Technology Used to Establish Reserves
Under current SEC rules, proved reserves are those quantities of oil and natural gas that, by analysis of geoscience and engineering data, can be estimated with reasonable certainty to be economically producible from a given date forward, from known reservoirs and under existing economic conditions, operating methods and government regulations. The term “reasonable certainty” implies a high degree of confidence that the quantities of oil and/or natural gas actually recovered will equal or exceed the estimate. Reasonable certainty can be established using techniques that have been proven effective by actual production from projects in the same reservoir or an analogous reservoir or by other evidence using reliable technology that establishes reasonable certainty. Reliable technology is a grouping of one or more technologies (including computational methods) that have been field tested and have been demonstrated to provide reasonably certain results with consistency and repeatability in the formation being evaluated or in an analogous formation.

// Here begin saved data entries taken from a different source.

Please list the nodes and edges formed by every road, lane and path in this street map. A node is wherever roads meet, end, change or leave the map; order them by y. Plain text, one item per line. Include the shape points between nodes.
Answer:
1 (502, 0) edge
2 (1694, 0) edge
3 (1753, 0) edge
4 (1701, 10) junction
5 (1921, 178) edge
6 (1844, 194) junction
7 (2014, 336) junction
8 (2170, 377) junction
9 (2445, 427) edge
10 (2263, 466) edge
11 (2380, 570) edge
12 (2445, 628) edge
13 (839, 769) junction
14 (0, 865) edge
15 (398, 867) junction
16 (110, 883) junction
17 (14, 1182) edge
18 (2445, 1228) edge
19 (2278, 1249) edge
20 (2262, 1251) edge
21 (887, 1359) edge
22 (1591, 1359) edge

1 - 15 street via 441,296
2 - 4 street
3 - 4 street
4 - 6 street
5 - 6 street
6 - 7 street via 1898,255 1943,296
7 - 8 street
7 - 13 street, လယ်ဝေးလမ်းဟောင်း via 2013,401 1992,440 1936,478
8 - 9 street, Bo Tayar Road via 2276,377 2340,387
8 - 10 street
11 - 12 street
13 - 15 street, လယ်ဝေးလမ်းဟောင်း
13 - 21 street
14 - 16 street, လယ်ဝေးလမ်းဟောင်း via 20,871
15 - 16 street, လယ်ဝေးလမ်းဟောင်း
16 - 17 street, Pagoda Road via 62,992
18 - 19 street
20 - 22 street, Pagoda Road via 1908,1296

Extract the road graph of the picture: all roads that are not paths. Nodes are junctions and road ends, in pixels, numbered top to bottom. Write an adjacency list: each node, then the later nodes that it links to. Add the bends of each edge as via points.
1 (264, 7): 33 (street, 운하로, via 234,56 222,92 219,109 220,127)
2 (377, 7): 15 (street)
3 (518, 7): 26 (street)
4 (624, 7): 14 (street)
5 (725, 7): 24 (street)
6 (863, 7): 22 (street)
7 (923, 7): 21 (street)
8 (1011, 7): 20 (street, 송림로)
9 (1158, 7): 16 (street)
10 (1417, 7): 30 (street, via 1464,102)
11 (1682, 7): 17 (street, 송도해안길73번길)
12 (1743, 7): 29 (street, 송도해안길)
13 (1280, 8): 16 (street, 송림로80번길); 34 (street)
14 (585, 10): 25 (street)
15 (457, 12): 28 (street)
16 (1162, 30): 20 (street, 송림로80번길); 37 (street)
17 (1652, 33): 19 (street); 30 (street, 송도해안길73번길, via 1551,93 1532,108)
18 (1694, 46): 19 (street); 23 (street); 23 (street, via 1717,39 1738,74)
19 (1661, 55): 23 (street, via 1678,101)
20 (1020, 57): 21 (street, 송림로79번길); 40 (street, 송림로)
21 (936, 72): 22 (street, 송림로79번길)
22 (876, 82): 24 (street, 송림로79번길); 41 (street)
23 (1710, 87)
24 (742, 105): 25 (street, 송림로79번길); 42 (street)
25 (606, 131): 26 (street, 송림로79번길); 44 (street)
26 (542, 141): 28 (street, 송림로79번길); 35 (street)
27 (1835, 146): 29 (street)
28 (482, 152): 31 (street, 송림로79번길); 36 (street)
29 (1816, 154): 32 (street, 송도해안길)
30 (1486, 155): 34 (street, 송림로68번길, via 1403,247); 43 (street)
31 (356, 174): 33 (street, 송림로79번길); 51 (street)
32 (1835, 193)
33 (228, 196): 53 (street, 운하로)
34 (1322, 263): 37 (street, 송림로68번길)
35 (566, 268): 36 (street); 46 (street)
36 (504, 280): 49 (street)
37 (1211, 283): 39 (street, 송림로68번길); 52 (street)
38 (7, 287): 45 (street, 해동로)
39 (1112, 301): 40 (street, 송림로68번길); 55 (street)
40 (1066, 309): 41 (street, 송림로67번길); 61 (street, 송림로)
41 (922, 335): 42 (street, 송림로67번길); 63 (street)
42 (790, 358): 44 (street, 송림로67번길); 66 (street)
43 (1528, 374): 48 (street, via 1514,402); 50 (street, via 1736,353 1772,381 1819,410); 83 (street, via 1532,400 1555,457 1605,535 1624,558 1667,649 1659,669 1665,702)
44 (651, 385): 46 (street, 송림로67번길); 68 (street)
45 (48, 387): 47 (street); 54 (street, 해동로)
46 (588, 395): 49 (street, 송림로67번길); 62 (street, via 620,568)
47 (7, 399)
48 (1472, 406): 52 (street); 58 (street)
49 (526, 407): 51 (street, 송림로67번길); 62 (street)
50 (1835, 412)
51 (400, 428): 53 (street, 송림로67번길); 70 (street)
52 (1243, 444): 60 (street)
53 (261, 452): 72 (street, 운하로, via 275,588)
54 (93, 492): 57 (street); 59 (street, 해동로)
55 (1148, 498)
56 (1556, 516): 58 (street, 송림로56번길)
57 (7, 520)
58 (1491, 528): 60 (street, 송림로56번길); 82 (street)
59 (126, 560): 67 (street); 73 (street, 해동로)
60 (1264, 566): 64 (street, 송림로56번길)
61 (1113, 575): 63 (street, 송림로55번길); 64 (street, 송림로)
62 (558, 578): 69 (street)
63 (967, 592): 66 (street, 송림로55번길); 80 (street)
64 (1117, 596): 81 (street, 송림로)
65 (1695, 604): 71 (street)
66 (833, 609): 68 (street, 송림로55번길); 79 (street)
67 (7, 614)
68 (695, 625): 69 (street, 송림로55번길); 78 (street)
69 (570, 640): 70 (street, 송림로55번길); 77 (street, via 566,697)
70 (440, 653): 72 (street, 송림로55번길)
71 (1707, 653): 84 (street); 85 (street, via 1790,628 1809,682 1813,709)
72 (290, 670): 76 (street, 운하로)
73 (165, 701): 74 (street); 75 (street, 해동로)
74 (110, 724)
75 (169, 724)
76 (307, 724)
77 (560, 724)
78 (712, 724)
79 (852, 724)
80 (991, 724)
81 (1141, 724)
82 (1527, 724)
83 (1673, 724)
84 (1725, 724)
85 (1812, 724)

In order to establish reasonable certainty with respect to our estimated proved reserves, we used technologies that have been demonstrated to yield results with consistency and repeatability. The technologies and technical data used in the estimation of our proved reserves include, but are not limited to, electric logs, radioactivity logs, core analyses, geologic maps and available pressure and production data, seismic data and well test data. Reserves for proved developed producing wells were estimated using production performance and material balance methods. Certain new producing properties with little production history were forecasted using a combination of production performance and analogy to offset production. Non-producing reserves estimates for both developed and undeveloped properties were forecasted using either volumetric and/or analogy methods.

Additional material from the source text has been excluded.